Mette Hjort, Professor of Visual Studies, discusses literary autobiography in The Strategy of Letters (Harvard, 1993), with reference to questions of self-deception, particularly concerning the 18th century writer Ludvig Holberg. She is currently working on flamboyant risk taking in contemporary documentary cinema, an area of cinematic production that tends to involve dramatic self-stagings and experimentation on the very boundary of fiction and non-fiction.
Judy Ho, Associate Professor of English, studies narratives of personal experience and the social and cultural contexts in which they are constructed. Adopting a crosslinguistic and crosscultural approach, she is currently investigating the Chinese and English emotional expressions in autobiographical narratives produced by Hong Kong bilinguals. Her publications include Narrative Writing in Australian and Chinese Schools: A Study of Text in Context (Bern: Peter Lang, 2002), "Metaphorical Construction of Self in Teachers’ Narratives", in Language and Education, Vol. 19, Issue 5, pp. 359 -379, Sep 2005, and "Language in conflict: a study of teacher-student conflicts.", in International Journal of the Humanities, Vol. 2, Issue 1, pp. 37-44, Oct. 2005.
Mike Ingham, Associate Professor of English and theatre director, is currently researching ways in which drama and life writing intersect.
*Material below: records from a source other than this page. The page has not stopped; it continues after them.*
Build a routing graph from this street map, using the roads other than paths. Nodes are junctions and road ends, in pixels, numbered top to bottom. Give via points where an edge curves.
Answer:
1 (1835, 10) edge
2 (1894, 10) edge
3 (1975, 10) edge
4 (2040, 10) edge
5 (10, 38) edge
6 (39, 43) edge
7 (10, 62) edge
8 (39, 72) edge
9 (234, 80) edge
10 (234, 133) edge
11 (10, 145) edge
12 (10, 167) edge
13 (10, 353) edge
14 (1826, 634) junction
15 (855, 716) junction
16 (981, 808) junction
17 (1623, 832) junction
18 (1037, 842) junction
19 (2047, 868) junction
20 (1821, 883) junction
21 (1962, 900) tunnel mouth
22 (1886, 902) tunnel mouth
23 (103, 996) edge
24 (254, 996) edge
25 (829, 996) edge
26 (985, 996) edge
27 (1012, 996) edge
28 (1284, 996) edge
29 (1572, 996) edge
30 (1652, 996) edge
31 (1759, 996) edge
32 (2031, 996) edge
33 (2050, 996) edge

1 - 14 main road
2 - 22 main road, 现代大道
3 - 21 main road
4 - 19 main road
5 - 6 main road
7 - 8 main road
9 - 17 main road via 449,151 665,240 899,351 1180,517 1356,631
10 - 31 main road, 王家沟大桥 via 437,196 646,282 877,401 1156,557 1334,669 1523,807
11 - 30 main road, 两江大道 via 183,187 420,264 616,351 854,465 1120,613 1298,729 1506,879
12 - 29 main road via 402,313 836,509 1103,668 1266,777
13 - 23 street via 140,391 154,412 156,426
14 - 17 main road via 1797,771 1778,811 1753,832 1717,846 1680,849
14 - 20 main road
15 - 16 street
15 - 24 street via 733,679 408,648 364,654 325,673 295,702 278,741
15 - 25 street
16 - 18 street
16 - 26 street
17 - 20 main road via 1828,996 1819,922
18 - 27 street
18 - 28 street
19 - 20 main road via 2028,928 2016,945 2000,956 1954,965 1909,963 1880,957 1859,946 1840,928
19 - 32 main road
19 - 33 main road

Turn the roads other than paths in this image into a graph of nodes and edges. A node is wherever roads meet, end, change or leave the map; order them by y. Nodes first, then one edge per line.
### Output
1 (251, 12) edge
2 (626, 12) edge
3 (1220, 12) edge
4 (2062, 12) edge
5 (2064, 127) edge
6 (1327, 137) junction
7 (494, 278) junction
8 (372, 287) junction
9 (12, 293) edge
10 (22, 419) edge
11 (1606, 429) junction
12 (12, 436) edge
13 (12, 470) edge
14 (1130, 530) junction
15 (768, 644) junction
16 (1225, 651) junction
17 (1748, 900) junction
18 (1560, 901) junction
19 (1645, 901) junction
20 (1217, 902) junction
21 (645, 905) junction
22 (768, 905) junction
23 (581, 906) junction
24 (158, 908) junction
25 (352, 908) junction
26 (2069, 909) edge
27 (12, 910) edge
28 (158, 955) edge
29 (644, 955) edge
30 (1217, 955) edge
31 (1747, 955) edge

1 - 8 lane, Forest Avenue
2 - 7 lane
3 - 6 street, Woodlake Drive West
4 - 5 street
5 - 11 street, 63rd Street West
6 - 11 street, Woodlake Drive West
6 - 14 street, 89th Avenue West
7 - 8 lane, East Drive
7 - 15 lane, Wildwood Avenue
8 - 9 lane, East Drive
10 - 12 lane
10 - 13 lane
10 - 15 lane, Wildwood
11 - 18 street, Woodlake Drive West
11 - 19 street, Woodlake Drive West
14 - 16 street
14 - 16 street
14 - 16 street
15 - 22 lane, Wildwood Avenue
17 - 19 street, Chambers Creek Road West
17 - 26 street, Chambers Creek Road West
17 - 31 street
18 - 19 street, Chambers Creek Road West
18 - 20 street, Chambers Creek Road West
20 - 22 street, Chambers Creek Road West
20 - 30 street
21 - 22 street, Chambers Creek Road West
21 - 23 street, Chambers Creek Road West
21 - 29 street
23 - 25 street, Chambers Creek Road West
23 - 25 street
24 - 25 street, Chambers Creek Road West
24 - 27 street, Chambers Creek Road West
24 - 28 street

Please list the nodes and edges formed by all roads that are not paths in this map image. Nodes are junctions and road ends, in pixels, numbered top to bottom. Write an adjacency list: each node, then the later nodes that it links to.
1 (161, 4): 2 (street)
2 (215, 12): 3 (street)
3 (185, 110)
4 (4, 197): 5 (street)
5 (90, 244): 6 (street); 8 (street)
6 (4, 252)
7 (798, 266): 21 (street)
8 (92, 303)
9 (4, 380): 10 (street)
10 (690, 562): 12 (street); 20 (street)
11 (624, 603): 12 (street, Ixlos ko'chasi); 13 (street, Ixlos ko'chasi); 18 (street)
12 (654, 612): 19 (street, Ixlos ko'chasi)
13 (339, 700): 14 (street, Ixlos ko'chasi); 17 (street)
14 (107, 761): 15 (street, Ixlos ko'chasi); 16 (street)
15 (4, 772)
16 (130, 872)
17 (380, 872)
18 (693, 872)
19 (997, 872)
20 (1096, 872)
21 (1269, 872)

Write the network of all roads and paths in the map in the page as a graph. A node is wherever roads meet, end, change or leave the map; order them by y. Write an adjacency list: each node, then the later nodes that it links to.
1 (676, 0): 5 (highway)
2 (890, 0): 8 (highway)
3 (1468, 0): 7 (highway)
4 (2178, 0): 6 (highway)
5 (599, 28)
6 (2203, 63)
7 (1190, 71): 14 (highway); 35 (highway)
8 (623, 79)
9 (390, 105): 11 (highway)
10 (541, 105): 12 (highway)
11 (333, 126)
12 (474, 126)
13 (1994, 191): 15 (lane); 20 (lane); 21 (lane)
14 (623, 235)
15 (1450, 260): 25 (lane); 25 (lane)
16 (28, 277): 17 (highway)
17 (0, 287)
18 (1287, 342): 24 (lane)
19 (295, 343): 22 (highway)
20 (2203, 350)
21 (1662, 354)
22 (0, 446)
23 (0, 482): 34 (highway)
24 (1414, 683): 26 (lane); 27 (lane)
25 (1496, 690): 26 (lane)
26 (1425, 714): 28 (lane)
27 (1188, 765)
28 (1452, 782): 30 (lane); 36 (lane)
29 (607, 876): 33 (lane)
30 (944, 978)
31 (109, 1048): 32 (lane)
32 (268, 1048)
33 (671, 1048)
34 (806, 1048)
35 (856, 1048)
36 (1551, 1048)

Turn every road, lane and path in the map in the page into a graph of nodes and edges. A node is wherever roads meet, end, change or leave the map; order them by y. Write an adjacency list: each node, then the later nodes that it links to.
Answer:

Hong Kong writers of Chinese and English opt for a semi-autobiographical mode of writing that flits freely across the borders between fiction and memoir. In the mode of dramatic performance as text Hong Kong has more recently distinguished itself in respect of life writing. Veronica Needa's autobiographical monodrama Face (performed in both English and Cantonese by the writer), Dino Mahoney's and Simon Wu's radio drama memoir Looking for Stones and Amy Chan and Janet Tam's Two Girls from Ngau Tau Kok (another bilingually performed text) are all recent examples of Hong Kong's predilection for the unusual form of autobiographical drama. There are rare (and more oblique) instances of such practice in better-known dramatists such as Alan Bennett and Wendy Wasserstein, but Hong Kong's less developed and less self-consciously literary drama scene appears to be naturally drawn to this innovative genre of dramatic writing.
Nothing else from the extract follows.